So much for dialectic.
It ought to be noted that Solmyr disregarded the point that tonyrey wrote after the one above.
For one thing, the consistency of physical laws can be mitigated or impacted by other physical laws. For example, the speed of light is a constant, but is affected by other factors existent within matter, space and energy.
As far as we know the physical laws do not permit certain actions like walking on water or turning water into wine. However, we do not possess the full picture regarding the physical laws. There may be other laws – yet unknown to us – which might be accessed and effected by someone merely knowledgeable of those laws, to say nothing of the God who ordained them.
For instance, the likelihood of launching a 900 000 pound 747 airliner into the air would, on the face of it, seem impossible for anyone who understands the implications of the law of gravity but who is not familiar with aerodynamics. Yet, with particular knowledge of design and airflow, it is possible to keep a 900 000 pound 747-400 in the air for hours on end. The law of gravity would appear to rule out that possibility, though in combination with knowledge of other physical laws, there is a way even for human beings to overcome what seems an impossibility – floating a massive piece of machinery with the addition of several hundred human beings.

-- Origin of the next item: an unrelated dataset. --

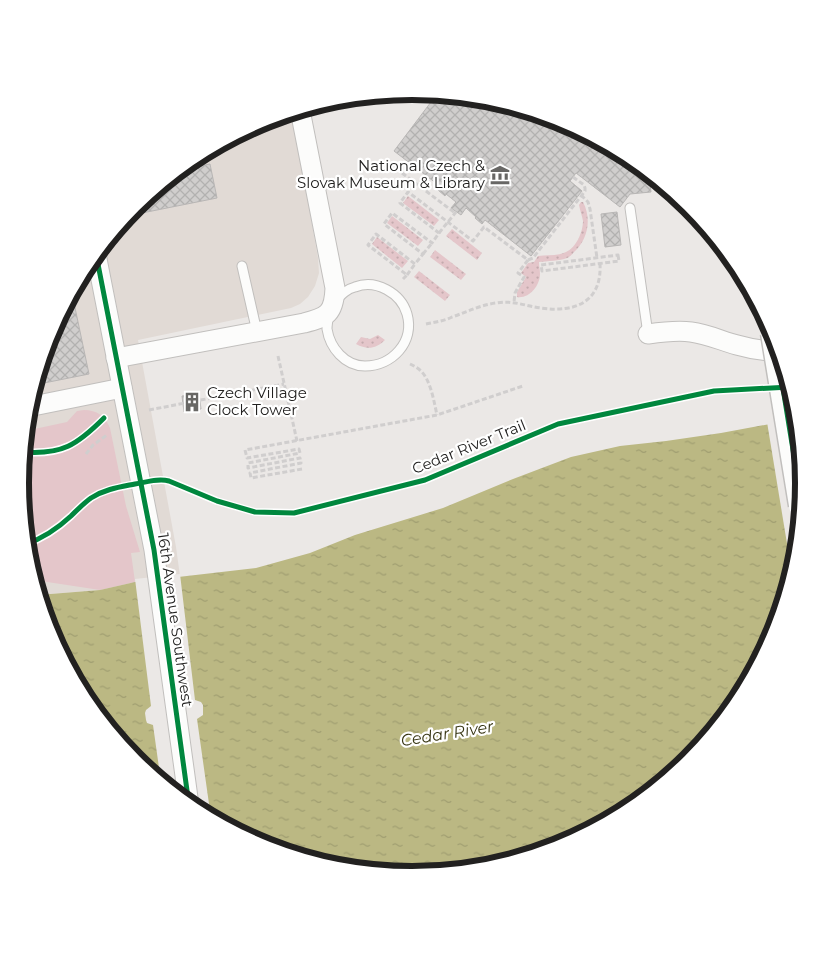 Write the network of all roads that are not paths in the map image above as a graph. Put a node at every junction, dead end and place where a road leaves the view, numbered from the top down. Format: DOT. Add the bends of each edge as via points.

It is conceivable that some advanced alien species or future human technology might arrive at the capacity to manipulate nuclear or gravitational forces in a way that, for example, could part the waters of a river, lake or sea. Surely, if that were possible to human beings making use of some new knowledge and advanced technology, why wouldn’t it be possible for the God who created and fixed the natural laws? I mean just to establish those laws and make them consistent would require complete control over all the requisite aspects impacted by the laws themselves.
The power to establish, ordain or set the laws of physics logically requires, a fortiori, the capacity to interfere with them.